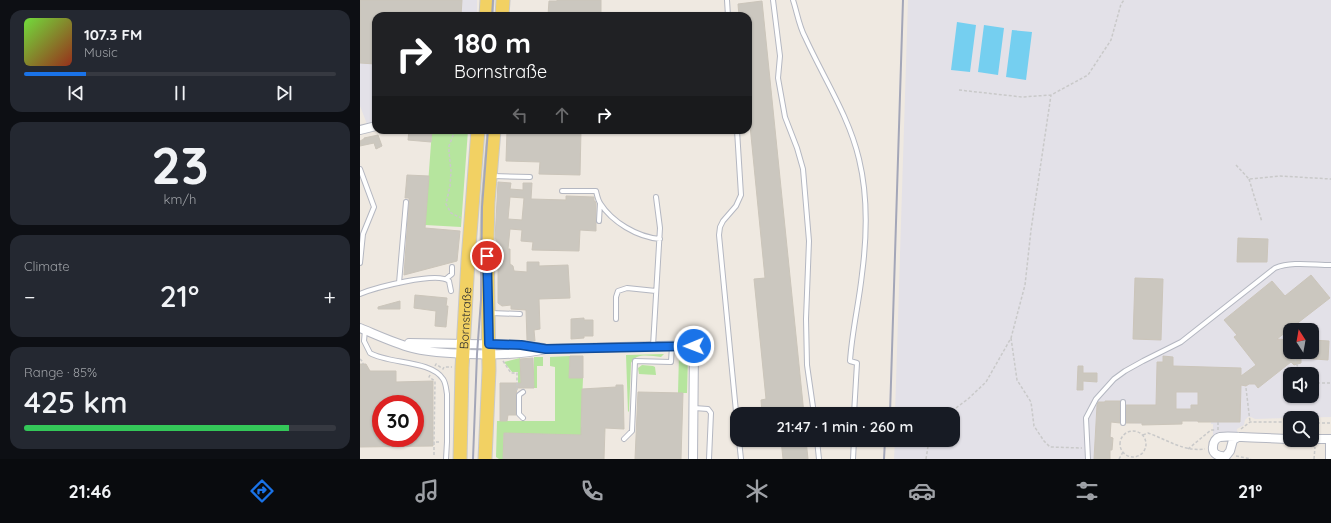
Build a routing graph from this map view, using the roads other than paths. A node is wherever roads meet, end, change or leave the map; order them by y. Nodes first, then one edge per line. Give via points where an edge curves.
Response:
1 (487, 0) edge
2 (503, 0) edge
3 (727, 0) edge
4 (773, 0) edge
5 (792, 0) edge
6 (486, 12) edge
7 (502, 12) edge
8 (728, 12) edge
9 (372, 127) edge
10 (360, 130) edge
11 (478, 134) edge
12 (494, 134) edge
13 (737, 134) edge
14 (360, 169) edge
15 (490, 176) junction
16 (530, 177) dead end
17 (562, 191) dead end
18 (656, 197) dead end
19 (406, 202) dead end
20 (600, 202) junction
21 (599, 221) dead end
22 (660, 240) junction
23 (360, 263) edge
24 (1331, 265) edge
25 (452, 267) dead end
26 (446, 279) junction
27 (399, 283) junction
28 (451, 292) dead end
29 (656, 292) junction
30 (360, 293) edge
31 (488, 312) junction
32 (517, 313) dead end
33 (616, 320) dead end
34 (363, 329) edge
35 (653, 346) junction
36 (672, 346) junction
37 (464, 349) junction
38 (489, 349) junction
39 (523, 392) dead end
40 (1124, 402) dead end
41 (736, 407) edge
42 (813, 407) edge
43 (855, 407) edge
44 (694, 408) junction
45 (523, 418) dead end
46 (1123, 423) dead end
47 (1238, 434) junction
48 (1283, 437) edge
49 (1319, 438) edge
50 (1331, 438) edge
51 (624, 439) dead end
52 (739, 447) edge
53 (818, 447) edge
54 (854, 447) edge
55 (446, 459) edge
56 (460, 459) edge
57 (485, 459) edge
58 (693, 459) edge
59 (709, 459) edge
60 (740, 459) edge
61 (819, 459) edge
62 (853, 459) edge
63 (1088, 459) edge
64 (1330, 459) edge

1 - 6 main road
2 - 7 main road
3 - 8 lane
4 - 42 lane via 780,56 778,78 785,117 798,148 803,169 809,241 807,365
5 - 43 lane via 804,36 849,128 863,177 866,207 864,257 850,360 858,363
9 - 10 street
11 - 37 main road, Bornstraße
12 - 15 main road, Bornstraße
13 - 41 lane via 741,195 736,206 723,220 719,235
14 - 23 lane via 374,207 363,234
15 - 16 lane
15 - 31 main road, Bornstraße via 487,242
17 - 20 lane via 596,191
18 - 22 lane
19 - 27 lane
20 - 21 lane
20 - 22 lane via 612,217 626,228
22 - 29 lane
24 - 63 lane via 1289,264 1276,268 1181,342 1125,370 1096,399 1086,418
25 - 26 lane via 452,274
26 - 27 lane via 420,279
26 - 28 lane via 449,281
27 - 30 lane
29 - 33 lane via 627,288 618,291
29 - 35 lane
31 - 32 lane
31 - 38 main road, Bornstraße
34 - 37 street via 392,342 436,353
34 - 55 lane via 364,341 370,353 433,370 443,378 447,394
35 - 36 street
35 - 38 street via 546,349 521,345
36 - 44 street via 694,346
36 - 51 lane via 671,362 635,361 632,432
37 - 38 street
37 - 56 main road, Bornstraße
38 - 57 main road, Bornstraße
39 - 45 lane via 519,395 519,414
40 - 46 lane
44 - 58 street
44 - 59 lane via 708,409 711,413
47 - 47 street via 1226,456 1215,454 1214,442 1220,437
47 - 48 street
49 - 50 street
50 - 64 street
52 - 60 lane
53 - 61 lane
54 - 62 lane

##########

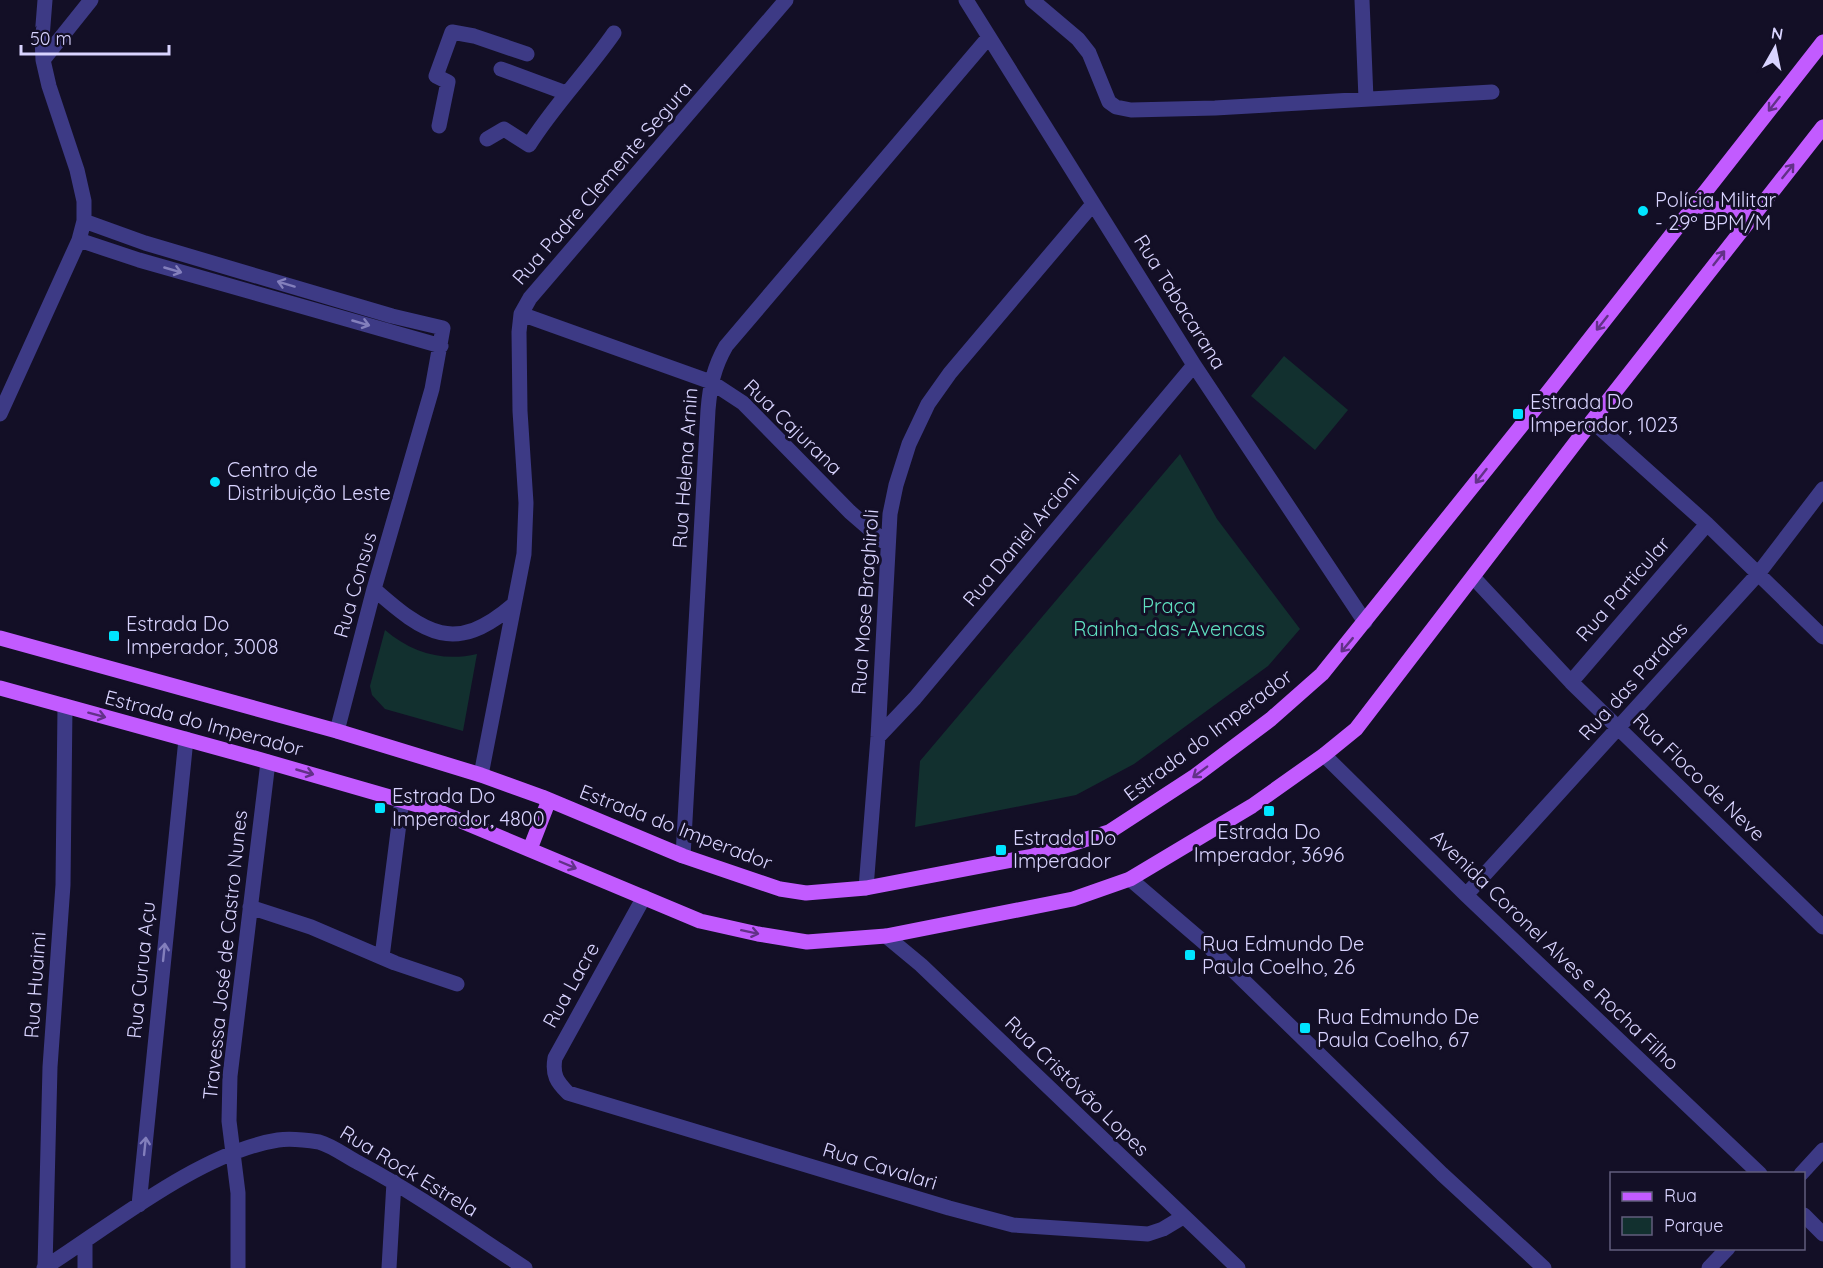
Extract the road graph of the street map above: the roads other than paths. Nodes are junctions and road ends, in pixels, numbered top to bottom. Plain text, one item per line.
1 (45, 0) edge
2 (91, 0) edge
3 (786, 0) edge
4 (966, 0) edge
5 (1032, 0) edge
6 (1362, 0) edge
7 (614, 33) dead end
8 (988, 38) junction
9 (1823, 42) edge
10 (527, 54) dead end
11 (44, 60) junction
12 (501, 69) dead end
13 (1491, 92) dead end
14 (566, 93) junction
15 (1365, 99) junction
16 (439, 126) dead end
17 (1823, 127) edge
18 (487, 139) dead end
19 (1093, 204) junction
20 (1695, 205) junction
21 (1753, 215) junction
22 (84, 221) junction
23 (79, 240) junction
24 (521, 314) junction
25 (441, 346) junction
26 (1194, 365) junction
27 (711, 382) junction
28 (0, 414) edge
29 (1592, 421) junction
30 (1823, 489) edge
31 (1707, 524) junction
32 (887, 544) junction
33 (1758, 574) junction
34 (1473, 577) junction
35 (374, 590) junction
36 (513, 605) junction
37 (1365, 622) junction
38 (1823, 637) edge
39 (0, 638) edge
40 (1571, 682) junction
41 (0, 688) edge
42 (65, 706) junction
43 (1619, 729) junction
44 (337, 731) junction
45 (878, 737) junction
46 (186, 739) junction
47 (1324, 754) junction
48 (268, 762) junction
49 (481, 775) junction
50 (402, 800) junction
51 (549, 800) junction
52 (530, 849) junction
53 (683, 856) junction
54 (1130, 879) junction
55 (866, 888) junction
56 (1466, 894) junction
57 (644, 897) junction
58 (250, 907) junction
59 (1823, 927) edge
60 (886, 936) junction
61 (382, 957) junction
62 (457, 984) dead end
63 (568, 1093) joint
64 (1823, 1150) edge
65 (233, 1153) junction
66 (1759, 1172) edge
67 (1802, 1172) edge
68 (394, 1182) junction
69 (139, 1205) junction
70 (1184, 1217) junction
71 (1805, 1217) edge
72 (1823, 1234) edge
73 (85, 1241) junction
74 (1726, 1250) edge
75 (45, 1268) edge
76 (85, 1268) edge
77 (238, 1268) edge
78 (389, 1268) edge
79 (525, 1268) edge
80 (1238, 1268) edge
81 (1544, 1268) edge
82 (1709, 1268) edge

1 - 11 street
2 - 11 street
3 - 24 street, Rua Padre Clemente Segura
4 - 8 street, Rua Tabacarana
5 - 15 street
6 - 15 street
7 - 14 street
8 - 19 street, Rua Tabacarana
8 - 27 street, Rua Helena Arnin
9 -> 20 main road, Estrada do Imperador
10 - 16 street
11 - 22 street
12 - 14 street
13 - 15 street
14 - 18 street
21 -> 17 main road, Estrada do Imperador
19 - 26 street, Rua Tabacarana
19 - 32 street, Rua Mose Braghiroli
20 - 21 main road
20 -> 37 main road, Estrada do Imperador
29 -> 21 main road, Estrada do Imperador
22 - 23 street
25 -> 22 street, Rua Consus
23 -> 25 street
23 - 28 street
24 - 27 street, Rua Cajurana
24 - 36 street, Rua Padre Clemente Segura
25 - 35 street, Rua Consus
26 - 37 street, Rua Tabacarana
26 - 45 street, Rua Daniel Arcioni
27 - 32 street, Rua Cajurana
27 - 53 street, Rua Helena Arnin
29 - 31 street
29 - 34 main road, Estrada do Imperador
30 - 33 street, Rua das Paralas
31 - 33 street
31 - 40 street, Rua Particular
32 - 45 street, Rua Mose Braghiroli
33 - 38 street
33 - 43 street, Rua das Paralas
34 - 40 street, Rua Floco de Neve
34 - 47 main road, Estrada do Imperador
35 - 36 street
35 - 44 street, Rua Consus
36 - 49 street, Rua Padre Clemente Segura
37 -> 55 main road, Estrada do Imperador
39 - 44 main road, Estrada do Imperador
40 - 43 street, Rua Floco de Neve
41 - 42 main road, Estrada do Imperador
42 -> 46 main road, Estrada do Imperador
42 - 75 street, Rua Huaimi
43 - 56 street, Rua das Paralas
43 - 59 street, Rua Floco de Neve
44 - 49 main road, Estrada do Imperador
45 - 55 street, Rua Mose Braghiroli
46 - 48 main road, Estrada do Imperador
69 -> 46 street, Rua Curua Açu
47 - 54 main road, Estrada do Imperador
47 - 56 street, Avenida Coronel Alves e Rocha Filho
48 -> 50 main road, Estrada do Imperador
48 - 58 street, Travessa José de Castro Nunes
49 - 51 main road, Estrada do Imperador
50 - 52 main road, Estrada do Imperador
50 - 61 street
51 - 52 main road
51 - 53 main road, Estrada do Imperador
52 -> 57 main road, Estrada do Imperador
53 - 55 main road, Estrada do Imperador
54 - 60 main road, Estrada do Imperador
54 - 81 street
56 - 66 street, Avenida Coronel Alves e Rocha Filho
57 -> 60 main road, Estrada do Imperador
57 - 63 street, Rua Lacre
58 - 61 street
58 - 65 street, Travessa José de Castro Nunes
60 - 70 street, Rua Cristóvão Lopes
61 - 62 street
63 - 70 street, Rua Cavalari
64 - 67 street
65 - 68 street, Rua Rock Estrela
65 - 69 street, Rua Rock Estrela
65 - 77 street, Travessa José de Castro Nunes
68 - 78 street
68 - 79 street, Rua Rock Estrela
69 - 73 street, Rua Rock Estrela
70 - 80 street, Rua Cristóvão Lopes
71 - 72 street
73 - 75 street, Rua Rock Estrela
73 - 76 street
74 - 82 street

##########

What needs to be done
Take every line from the records above that has the word "Bornstraße" and copy it.

Exercise response
11 - 37 main road, Bornstraße
12 - 15 main road, Bornstraße
15 - 31 main road, Bornstraße via 487,242
31 - 38 main road, Bornstraße
37 - 56 main road, Bornstraße
38 - 57 main road, Bornstraße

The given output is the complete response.